When we arrived at the Range Connector junction after taking 50 minutes to cover the half-mile, downhill, I didn't even notice it. No sign showing and no evidence of the two trails visible.
Now, the going would get very tough. Every step involved sinking in to the knees and pausing to allow the snow to "set" under the snowshoe before applying all of one's weight onto it with the knee bent to 90 degrees. The first wall was a chest-pounder because the snow blows down and fills it up. I led that section and topped out somewhat depleted. I knew I wouldn't be fully recovering from that 10 minutes. But, once above that wall we made easier progress except for our numerous bushwhacks trying to get back to the trail. We were at the Haystack junction in 55 minutes.

Haystack was gorgeous, all white and glowing eerily from within a shroud of mist. We switched to crampons on top of Little Hay and the sun broke through the clouds and poured down upon us like honey, which warmed our very souls. The tricky step chilled our souls but being not too bold we very carefully made our ways down safely. We dumped our packs and enjoyed the out and back to the summit and kept the crampons on all the way back down Little Hay. Total time for Haystack: 1 hour.

The drop towards Basin was incredibly beautiful with more snow than either of us remembered having ever seen.

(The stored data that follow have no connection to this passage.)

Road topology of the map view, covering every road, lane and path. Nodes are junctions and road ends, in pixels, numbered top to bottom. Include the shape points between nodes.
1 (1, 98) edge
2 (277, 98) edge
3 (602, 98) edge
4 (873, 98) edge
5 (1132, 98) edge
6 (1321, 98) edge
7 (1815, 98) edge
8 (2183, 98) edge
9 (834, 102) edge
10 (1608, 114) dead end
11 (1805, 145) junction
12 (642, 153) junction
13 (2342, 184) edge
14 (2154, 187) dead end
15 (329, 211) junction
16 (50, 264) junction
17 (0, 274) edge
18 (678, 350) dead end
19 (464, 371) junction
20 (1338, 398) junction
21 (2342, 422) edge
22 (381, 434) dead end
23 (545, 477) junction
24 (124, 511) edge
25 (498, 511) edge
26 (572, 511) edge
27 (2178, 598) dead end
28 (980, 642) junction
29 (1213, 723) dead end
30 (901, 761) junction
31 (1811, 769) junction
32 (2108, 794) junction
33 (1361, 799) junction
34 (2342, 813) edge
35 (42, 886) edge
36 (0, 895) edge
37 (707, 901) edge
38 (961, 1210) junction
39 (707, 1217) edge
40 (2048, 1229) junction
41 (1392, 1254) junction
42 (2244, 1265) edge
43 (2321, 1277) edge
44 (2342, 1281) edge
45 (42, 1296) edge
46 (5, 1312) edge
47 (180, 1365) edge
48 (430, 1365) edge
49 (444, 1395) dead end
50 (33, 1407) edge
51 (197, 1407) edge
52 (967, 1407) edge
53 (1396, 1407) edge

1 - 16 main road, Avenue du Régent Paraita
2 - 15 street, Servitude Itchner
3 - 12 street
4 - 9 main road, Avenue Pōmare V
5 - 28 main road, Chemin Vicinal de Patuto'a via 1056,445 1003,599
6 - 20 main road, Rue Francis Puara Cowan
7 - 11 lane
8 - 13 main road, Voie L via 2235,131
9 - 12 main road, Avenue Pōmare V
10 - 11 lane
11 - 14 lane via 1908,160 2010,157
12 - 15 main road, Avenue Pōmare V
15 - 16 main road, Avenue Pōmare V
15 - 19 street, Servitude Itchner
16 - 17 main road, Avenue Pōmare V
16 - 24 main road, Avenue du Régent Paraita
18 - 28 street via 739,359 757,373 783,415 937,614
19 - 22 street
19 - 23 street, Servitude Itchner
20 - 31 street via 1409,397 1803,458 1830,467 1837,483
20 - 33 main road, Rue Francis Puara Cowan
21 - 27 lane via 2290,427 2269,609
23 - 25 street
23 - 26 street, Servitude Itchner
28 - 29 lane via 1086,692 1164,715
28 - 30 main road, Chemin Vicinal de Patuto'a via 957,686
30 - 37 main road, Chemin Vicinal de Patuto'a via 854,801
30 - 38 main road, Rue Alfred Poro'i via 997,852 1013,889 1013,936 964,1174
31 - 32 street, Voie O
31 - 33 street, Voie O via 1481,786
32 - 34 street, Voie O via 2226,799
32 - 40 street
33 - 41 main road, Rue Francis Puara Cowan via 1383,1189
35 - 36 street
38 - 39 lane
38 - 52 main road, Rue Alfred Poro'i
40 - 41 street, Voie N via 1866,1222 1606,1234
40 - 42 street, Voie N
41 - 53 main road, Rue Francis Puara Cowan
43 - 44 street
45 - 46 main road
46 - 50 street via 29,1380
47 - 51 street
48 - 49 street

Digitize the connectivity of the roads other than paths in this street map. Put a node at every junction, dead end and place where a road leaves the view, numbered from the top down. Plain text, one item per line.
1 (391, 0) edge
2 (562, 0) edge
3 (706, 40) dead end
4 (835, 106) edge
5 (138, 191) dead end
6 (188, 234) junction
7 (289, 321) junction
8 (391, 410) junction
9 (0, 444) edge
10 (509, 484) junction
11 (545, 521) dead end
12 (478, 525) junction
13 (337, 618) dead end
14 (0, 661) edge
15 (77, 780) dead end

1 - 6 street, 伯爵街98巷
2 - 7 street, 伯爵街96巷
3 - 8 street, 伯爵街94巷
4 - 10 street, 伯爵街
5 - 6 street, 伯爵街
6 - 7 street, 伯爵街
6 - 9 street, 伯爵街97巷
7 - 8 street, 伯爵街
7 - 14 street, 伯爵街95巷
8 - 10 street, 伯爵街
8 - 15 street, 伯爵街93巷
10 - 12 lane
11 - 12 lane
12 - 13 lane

After repeating the on and off the trail experiences we made it to the lowest point and were ready to ascend Basin after 40 minutes of descent. The uphill trailbreaking was very hard and very slow. Progress came at a snail's pace with a huge deployment of physical effort. Just as I was silently hoping, once we passed the Shoreys junction the trail was somewhat firmer. Not that we could visibly detect a treadway. Time was marching along faster than we were ascending Basin. At the first steep section our progress became paltry when compared to the flight of time. The feeling of effort was steadily accumulating in our legs. There was NFW we were going to Saddleback and neither did we want to navigate the unknowns of Shoreys in the dark. It was now 2:45 and our calculations were adding up to retreating from well below the summit.

We dropped our packs (including axes and crampons having decided we weren't going to the summit) and went as far as the ladder. There was so much snow that we were 2/3 of the way up it before we realized it. Under the snow there was hard ice. The ladder itself was nearly entirely encased and to go higher we felt crampons would be required. After turning around it took us no time or effort to get onto the Shorey trail. We of course lost it over and over and ended up bushwhacking uphill in extremely gnarly conditions gaining elevation ever so slowly. I was quite glad we hadn't gone to Basin's summit. The views of Basin and Haystack in the late afternoon sun were jaw-droppingly beatifull and this made the pill easier to swallow. Once on the trail things became easier, a treadway was intermittently visible and yellow markers were visible here and there. Once we began the descent it was heaven to plunge-step and telemark in our snowshoes down and down the 800 feet to Slant Rock.

6.9 miles of speedy tromping later we were at the Garden, highly satisfied with the day's experiences.
The best, the most successful adventurer, is the one having the most fun.